I usually avoid cashback but I did buy a Samsung tablet from PC World with £50 cashback. IIRC you had to wait a lot longer than 10 days after purchase to start the claim and then you had to fill in pages and pages of data into web forms including the same data more than once.

Like the OP I had no invoice so had to call then more than once before being sent a piece of paper that looked like a bad photocopy. Thankfully it was accepted.

They told me that the money would be paid into my bank account "within

30 days" but it was more like 35 days.

After the cashback offer ended the price of the tablet went up not down.

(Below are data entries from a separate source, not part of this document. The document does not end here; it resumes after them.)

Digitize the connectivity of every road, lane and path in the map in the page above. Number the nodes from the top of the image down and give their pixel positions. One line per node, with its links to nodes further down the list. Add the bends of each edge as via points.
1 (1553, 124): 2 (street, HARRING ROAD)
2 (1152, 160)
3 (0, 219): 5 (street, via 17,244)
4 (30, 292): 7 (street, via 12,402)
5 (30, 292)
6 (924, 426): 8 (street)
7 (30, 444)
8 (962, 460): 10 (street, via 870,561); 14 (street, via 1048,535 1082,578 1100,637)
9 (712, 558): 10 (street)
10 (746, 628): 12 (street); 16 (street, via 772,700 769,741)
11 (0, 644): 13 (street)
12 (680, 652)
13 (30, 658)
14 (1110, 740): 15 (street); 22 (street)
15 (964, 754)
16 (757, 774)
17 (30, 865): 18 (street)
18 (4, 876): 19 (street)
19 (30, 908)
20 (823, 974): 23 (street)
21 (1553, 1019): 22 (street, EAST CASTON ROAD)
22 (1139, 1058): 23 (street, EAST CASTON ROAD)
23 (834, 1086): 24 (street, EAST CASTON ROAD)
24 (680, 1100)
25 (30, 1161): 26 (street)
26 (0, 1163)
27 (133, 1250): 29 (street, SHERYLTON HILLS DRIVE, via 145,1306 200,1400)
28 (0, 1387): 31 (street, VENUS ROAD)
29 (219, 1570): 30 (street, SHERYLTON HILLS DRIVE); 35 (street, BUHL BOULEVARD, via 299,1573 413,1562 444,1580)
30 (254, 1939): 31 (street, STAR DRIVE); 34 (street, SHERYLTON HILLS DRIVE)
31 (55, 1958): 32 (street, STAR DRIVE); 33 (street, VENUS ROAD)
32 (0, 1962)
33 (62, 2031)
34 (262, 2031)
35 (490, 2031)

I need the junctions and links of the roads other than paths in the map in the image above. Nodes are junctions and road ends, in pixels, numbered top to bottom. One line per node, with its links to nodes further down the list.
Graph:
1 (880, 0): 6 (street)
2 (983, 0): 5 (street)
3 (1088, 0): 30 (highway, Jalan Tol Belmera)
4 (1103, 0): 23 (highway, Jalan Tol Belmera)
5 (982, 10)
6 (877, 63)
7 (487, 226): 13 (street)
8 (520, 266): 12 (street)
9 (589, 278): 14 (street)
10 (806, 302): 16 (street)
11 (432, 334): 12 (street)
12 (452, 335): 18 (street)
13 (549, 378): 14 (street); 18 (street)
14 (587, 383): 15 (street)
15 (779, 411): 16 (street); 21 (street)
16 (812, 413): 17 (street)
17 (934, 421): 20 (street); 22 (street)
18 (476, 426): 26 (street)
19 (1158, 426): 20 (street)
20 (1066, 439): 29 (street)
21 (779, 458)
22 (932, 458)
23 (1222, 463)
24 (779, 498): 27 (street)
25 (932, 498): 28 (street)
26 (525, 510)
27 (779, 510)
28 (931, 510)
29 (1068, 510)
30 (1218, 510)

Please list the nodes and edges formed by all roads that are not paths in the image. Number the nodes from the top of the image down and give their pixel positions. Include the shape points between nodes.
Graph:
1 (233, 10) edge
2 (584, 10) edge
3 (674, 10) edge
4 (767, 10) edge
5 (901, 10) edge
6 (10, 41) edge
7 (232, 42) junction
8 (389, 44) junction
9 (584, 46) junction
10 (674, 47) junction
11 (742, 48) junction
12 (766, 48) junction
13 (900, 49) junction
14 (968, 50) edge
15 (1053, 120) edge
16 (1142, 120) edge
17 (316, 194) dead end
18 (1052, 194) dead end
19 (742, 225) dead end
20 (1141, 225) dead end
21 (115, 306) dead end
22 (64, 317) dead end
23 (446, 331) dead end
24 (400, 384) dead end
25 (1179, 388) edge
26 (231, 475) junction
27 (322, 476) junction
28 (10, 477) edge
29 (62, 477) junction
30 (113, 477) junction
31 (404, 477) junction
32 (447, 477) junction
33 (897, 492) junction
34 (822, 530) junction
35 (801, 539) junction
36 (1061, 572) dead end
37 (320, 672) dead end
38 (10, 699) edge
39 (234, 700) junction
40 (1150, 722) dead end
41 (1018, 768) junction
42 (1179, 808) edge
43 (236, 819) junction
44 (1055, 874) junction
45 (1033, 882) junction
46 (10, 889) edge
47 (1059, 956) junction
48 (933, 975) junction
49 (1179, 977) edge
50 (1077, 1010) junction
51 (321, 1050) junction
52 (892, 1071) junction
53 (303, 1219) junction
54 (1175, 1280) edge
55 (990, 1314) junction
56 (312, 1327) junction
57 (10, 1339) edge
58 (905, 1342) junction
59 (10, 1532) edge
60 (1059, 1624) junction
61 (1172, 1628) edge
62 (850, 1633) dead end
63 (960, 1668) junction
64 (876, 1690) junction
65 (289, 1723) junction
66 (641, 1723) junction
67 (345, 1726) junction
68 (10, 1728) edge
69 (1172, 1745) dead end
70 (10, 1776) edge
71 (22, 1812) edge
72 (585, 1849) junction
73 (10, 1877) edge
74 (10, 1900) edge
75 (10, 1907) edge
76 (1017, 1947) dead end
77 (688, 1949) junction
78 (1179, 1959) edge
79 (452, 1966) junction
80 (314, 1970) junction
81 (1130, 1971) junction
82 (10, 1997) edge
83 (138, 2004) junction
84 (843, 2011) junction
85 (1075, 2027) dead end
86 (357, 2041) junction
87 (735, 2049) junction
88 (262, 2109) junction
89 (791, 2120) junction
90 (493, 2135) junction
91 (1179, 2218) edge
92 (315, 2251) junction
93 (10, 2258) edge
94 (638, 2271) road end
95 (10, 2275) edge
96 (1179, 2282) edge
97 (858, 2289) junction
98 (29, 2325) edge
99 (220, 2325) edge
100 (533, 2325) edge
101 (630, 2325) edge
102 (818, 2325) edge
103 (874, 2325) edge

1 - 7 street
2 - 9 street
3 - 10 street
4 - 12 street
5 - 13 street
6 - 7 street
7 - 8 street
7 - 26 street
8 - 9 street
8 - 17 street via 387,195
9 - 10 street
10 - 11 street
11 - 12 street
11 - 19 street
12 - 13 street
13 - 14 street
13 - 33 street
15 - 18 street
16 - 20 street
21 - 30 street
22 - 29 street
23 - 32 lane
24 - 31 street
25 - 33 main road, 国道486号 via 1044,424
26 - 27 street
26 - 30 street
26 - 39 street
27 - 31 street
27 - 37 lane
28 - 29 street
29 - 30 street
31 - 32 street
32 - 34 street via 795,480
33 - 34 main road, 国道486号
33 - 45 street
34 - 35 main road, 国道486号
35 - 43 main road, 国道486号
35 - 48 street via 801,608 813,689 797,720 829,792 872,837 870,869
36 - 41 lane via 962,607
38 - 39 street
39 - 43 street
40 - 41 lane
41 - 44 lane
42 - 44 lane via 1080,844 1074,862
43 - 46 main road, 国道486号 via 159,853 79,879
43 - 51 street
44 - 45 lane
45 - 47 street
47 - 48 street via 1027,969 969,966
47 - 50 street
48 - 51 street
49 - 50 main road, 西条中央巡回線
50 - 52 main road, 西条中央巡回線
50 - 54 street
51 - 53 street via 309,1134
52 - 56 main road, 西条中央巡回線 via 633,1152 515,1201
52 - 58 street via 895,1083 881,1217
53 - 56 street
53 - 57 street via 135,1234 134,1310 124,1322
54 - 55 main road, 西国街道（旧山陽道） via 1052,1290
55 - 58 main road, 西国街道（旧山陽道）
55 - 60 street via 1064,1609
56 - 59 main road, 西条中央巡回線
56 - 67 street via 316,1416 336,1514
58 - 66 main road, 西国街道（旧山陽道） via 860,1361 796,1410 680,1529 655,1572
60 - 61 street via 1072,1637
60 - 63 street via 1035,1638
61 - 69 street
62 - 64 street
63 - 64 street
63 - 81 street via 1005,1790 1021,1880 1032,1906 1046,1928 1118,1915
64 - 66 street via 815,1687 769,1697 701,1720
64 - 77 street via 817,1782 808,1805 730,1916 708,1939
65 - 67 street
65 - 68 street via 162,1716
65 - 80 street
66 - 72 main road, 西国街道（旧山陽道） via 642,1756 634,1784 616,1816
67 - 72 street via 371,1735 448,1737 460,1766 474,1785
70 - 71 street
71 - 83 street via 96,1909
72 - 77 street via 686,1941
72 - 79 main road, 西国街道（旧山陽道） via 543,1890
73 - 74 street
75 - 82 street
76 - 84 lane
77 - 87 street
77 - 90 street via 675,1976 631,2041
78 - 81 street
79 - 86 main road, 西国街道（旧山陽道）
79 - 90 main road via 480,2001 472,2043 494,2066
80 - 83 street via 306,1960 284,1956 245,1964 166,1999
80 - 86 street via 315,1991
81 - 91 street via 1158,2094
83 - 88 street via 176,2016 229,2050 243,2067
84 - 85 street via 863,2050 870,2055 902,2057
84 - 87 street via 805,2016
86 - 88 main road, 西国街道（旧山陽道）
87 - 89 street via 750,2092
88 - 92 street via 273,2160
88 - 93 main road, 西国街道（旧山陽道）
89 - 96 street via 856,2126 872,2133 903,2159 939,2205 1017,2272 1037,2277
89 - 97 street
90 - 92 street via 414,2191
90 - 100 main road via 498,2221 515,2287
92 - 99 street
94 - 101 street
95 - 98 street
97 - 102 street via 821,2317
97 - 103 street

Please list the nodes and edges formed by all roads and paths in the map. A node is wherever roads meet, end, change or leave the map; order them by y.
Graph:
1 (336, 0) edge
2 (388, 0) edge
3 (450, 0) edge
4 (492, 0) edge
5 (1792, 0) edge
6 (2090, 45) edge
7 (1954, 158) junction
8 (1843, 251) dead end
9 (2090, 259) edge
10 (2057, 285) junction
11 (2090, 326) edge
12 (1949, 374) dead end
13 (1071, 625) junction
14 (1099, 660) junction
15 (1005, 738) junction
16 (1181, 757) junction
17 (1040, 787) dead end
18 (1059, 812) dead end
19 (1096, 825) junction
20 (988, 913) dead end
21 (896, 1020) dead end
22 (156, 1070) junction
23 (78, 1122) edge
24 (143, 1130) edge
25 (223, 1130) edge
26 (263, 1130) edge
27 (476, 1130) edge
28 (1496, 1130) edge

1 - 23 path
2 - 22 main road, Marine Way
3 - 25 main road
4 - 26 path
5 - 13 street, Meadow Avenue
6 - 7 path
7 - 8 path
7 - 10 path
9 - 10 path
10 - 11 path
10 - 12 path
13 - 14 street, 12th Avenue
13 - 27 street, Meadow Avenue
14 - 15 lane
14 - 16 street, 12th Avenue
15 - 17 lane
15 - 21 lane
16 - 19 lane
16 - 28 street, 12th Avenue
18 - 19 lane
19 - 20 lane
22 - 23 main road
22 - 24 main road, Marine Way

The cashback on my HP microserver was a bit more straightforward but the money arrived on the last day.

--snip--

Reply to
Mark

I generally buy an Amazon voucher if I get one, then immediately redeem it for credit in my account.

Reply to
Bob Eager

Well looking at some of the other links relating to this, is it a totally free card, ie no per transaction fees, no ATM/counter fee if you just want the cash? And being a credit card can you go past the amount of "pre-load" and get charged some horrendous interest rate?

Reply to
Dave Liquorice

Don't Amazon vouchers expire after a year? Or worse, a year from the date of purchase. So if you receive one as a gift you have no idea when it is going to expire because you do not know when it was bought.

Reply to
Andrew May

They don't generally allow that. You have to spend the exact amount (easy in a shop as you can mix with cash).

That's why I buy the Amazon credit.

Reply to
Bob Eager

But this is one I buy *for myself*, and redeem immediately as credit for my Amazon account. AFAIK that credit doesn't expire, and anyway I use Amazon a lot (I spend about £5000 p.a. with them) so it soon goes!

Reply to
Bob Eager

Bloody hell.

Reply to
Huge

me too

I was thinking that I don't even spend that amount on "optional" purchase at all, let alone from one supplier

tim

Reply to
tim.....

Then again, he could be using them to supply stuff he uses in his business. Amazon can be cheaper than traditional wholesalers for non-urgent stuff, especially if you add in the cost of actually going to fetch it, even at the national minimum wage.